━━━━━ LISTED ENTRIES ━━━━━

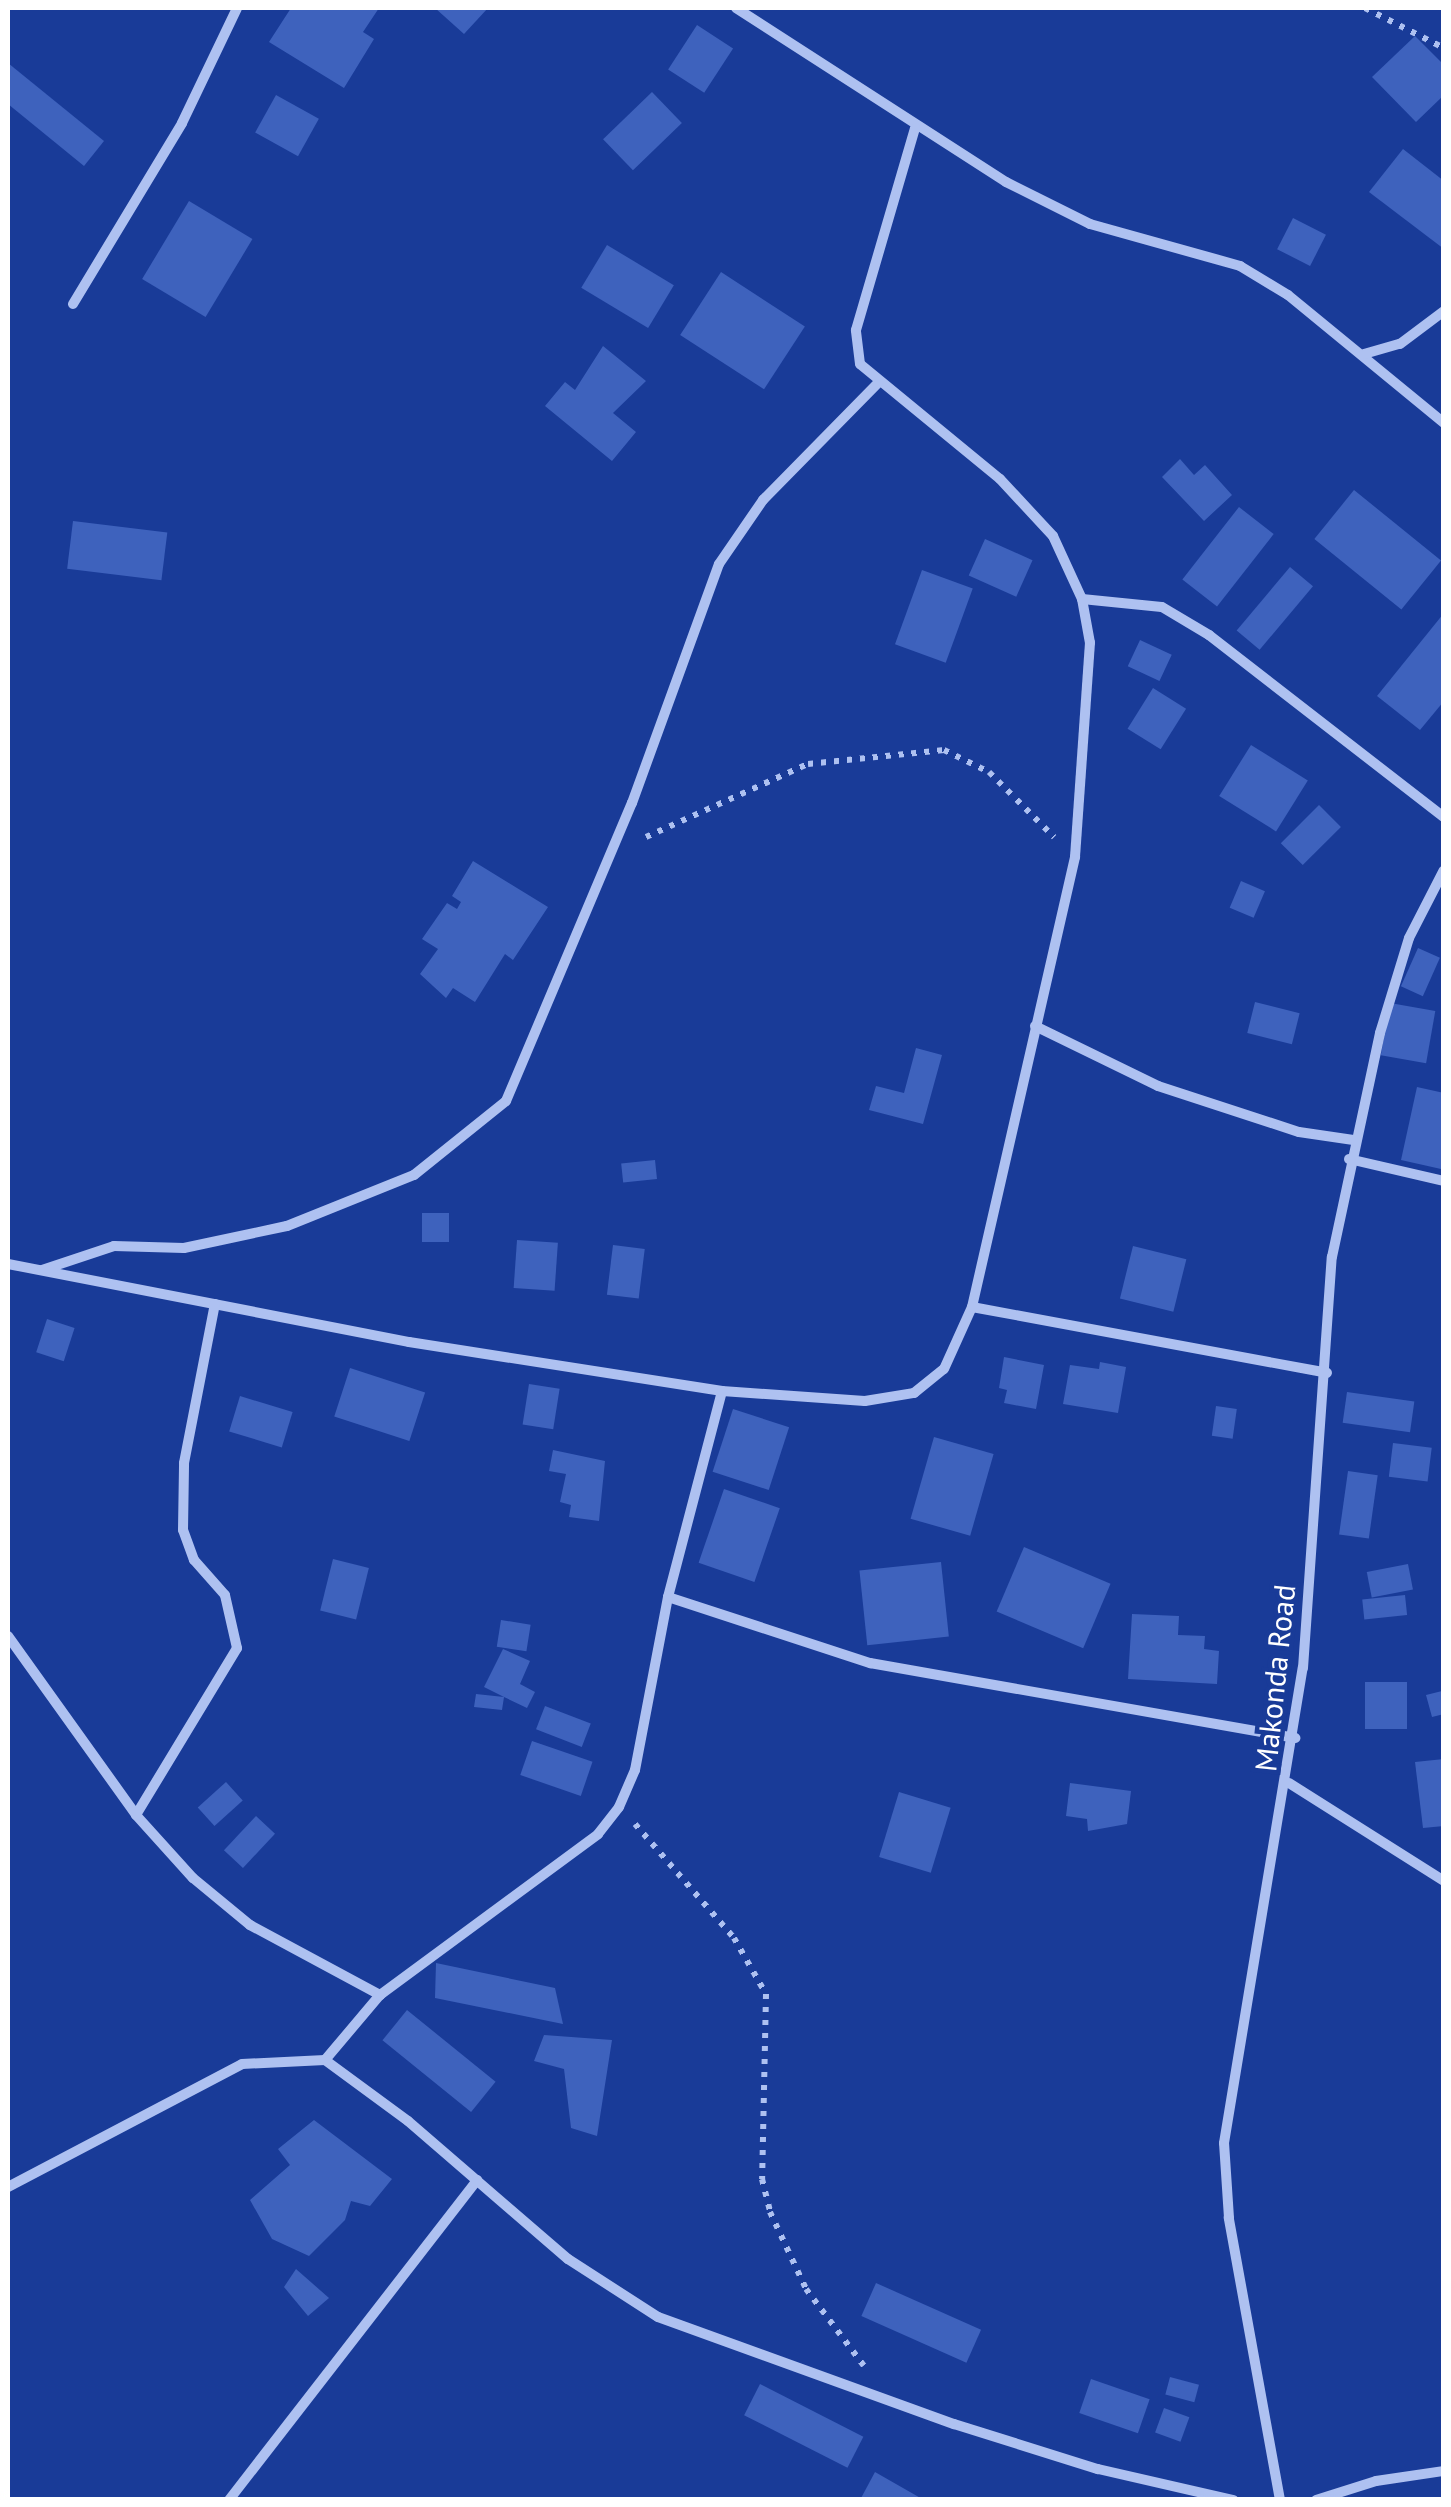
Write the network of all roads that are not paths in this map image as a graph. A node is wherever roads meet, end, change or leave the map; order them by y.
1 (237, 8) edge
2 (736, 8) edge
3 (915, 128) junction
4 (73, 304) dead end
5 (1444, 311) edge
6 (1364, 354) junction
7 (876, 384) junction
8 (1444, 423) edge
9 (1082, 599) junction
10 (1444, 817) edge
11 (1444, 870) edge
12 (1035, 1026) junction
13 (1353, 1140) junction
14 (1349, 1160) junction
15 (1444, 1181) edge
16 (8, 1264) edge
17 (41, 1270) junction
18 (215, 1304) junction
19 (972, 1308) junction
20 (1327, 1373) junction
21 (722, 1391) junction
22 (668, 1597) junction
23 (8, 1636) edge
24 (1295, 1738) junction
25 (1289, 1782) junction
26 (136, 1815) junction
27 (1444, 1881) edge
28 (380, 1995) junction
29 (324, 2060) junction
30 (477, 2180) junction
31 (8, 2187) edge
32 (1444, 2471) edge
33 (229, 2500) edge
34 (1233, 2500) edge
35 (1280, 2500) edge
36 (1316, 2500) edge

1 - 4 street
2 - 3 street
3 - 6 street
3 - 7 street
5 - 6 street
6 - 8 street
7 - 9 street
7 - 17 street
9 - 10 street
9 - 12 street
11 - 13 street, Makonda Road
12 - 13 street
12 - 19 street
13 - 14 street, Makonda Road
14 - 15 street
14 - 20 street, Makonda Road
16 - 17 street
17 - 18 street
18 - 21 street
18 - 26 street
19 - 20 street
19 - 21 street
20 - 24 street, Makonda Road
21 - 22 street
22 - 24 street
22 - 28 street
23 - 26 street
24 - 25 street, Makonda Road
25 - 27 street
25 - 35 street, Makonda Road
26 - 28 street
28 - 29 street
29 - 30 street
29 - 31 street
30 - 33 street
30 - 34 street
32 - 36 street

━━━━━

With the pictures excluded, the records are to be reproduced exactly.

Write the network of all roads that are not paths in this map image as a graph. A node is wherever roads meet, end, change or leave the map; order them by y.
1 (237, 8) edge
2 (736, 8) edge
3 (915, 128) junction
4 (73, 304) dead end
5 (1444, 311) edge
6 (1364, 354) junction
7 (876, 384) junction
8 (1444, 423) edge
9 (1082, 599) junction
10 (1444, 817) edge
11 (1444, 870) edge
12 (1035, 1026) junction
13 (1353, 1140) junction
14 (1349, 1160) junction
15 (1444, 1181) edge
16 (8, 1264) edge
17 (41, 1270) junction
18 (215, 1304) junction
19 (972, 1308) junction
20 (1327, 1373) junction
21 (722, 1391) junction
22 (668, 1597) junction
23 (8, 1636) edge
24 (1295, 1738) junction
25 (1289, 1782) junction
26 (136, 1815) junction
27 (1444, 1881) edge
28 (380, 1995) junction
29 (324, 2060) junction
30 (477, 2180) junction
31 (8, 2187) edge
32 (1444, 2471) edge
33 (229, 2500) edge
34 (1233, 2500) edge
35 (1280, 2500) edge
36 (1316, 2500) edge

1 - 4 street
2 - 3 street
3 - 6 street
3 - 7 street
5 - 6 street
6 - 8 street
7 - 9 street
7 - 17 street
9 - 10 street
9 - 12 street
11 - 13 street, Makonda Road
12 - 13 street
12 - 19 street
13 - 14 street, Makonda Road
14 - 15 street
14 - 20 street, Makonda Road
16 - 17 street
17 - 18 street
18 - 21 street
18 - 26 street
19 - 20 street
19 - 21 street
20 - 24 street, Makonda Road
21 - 22 street
22 - 24 street
22 - 28 street
23 - 26 street
24 - 25 street, Makonda Road
25 - 27 street
25 - 35 street, Makonda Road
26 - 28 street
28 - 29 street
29 - 30 street
29 - 31 street
30 - 33 street
30 - 34 street
32 - 36 street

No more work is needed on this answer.